ACTIVITY :: Could you restate the data word for word and drop the pictures?

MATERIAL PROVIDED ::
■ ■ ■ ■

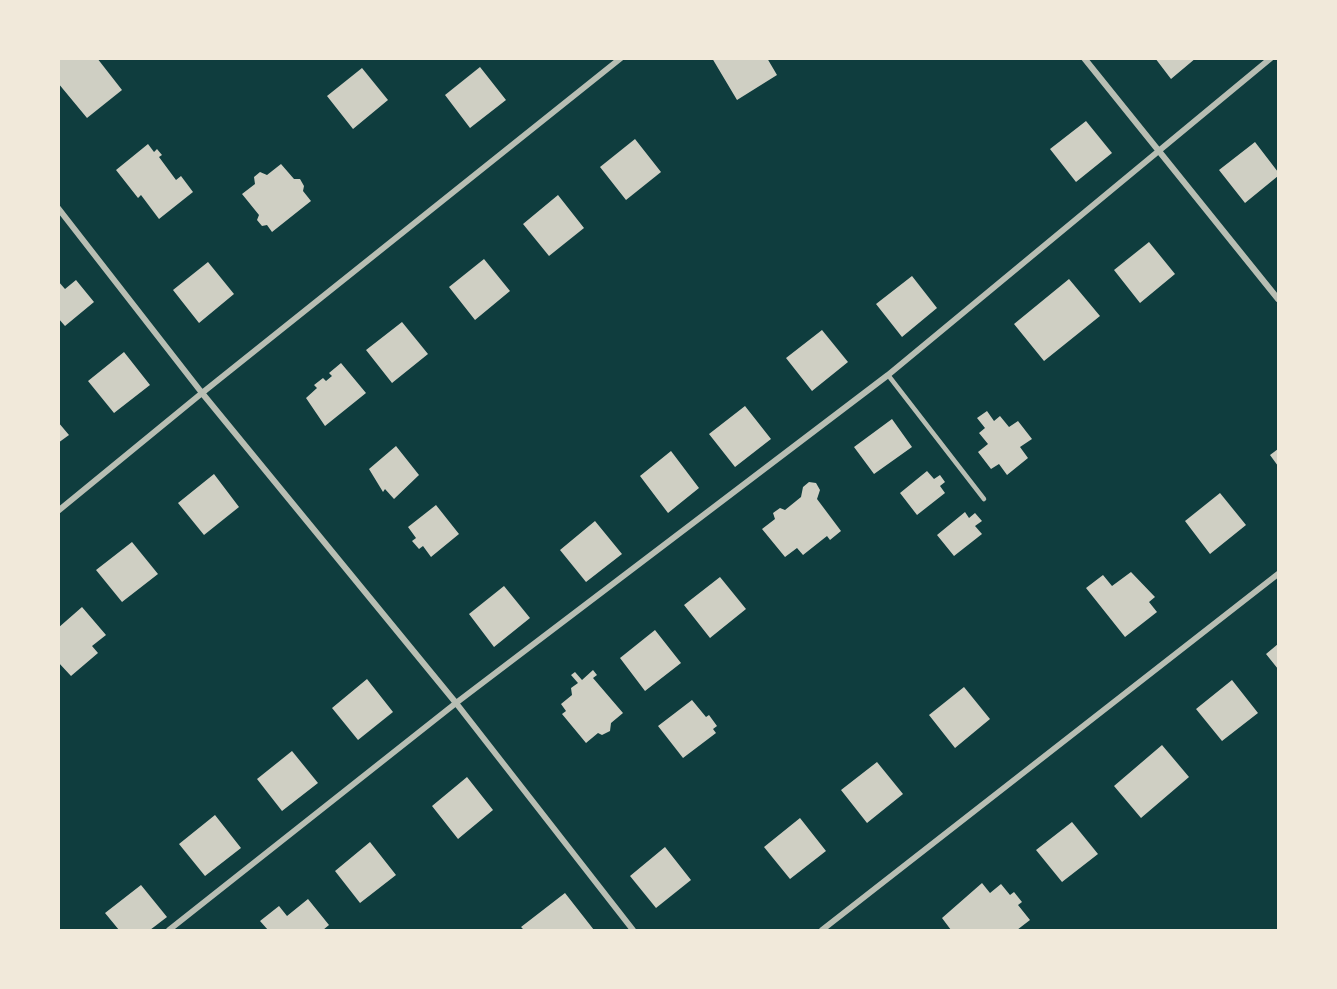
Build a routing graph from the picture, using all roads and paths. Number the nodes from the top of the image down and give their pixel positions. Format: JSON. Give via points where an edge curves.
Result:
{"nodes":[{"id":1,"x":621,"y":58,"type":"edge"},
{"id":2,"x":1084,"y":58,"type":"edge"},
{"id":3,"x":1270,"y":58,"type":"edge"},
{"id":4,"x":1158,"y":150,"type":"junction"},
{"id":5,"x":58,"y":208,"type":"edge"},
{"id":6,"x":1278,"y":299,"type":"edge"},
{"id":7,"x":888,"y":375,"type":"junction"},
{"id":8,"x":202,"y":393,"type":"junction"},
{"id":9,"x":984,"y":499,"type":"dead end"},
{"id":10,"x":58,"y":511,"type":"edge"},
{"id":11,"x":1278,"y":574,"type":"edge"},
{"id":12,"x":456,"y":703,"type":"junction"},
{"id":13,"x":169,"y":930,"type":"edge"},
{"id":14,"x":633,"y":930,"type":"edge"},
{"id":15,"x":822,"y":930,"type":"edge"}],
"edges":[{"from":1,"to":8,"type":"street"},
{"from":2,"to":4,"type":"street"},
{"from":3,"to":4,"type":"street"},
{"from":4,"to":6,"type":"street"},
{"from":4,"to":7,"type":"street"},
{"from":5,"to":8,"type":"street"},
{"from":7,"to":9,"type":"lane"},
{"from":7,"to":12,"type":"street"},
{"from":8,"to":10,"type":"street"},
{"from":8,"to":12,"type":"street"},
{"from":11,"to":15,"type":"street"},
{"from":12,"to":13,"type":"street"},
{"from":12,"to":14,"type":"street"}]}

■ ■ ■ ■

PROBLEM SOLUTION ::
Build a routing graph from the picture, using all roads and paths. Number the nodes from the top of the image down and give their pixel positions. Format: JSON. Give via points where an edge curves.
Result:
{"nodes":[{"id":1,"x":621,"y":58,"type":"edge"},
{"id":2,"x":1084,"y":58,"type":"edge"},
{"id":3,"x":1270,"y":58,"type":"edge"},
{"id":4,"x":1158,"y":150,"type":"junction"},
{"id":5,"x":58,"y":208,"type":"edge"},
{"id":6,"x":1278,"y":299,"type":"edge"},
{"id":7,"x":888,"y":375,"type":"junction"},
{"id":8,"x":202,"y":393,"type":"junction"},
{"id":9,"x":984,"y":499,"type":"dead end"},
{"id":10,"x":58,"y":511,"type":"edge"},
{"id":11,"x":1278,"y":574,"type":"edge"},
{"id":12,"x":456,"y":703,"type":"junction"},
{"id":13,"x":169,"y":930,"type":"edge"},
{"id":14,"x":633,"y":930,"type":"edge"},
{"id":15,"x":822,"y":930,"type":"edge"}],
"edges":[{"from":1,"to":8,"type":"street"},
{"from":2,"to":4,"type":"street"},
{"from":3,"to":4,"type":"street"},
{"from":4,"to":6,"type":"street"},
{"from":4,"to":7,"type":"street"},
{"from":5,"to":8,"type":"street"},
{"from":7,"to":9,"type":"lane"},
{"from":7,"to":12,"type":"street"},
{"from":8,"to":10,"type":"street"},
{"from":8,"to":12,"type":"street"},
{"from":11,"to":15,"type":"street"},
{"from":12,"to":13,"type":"street"},
{"from":12,"to":14,"type":"street"}]}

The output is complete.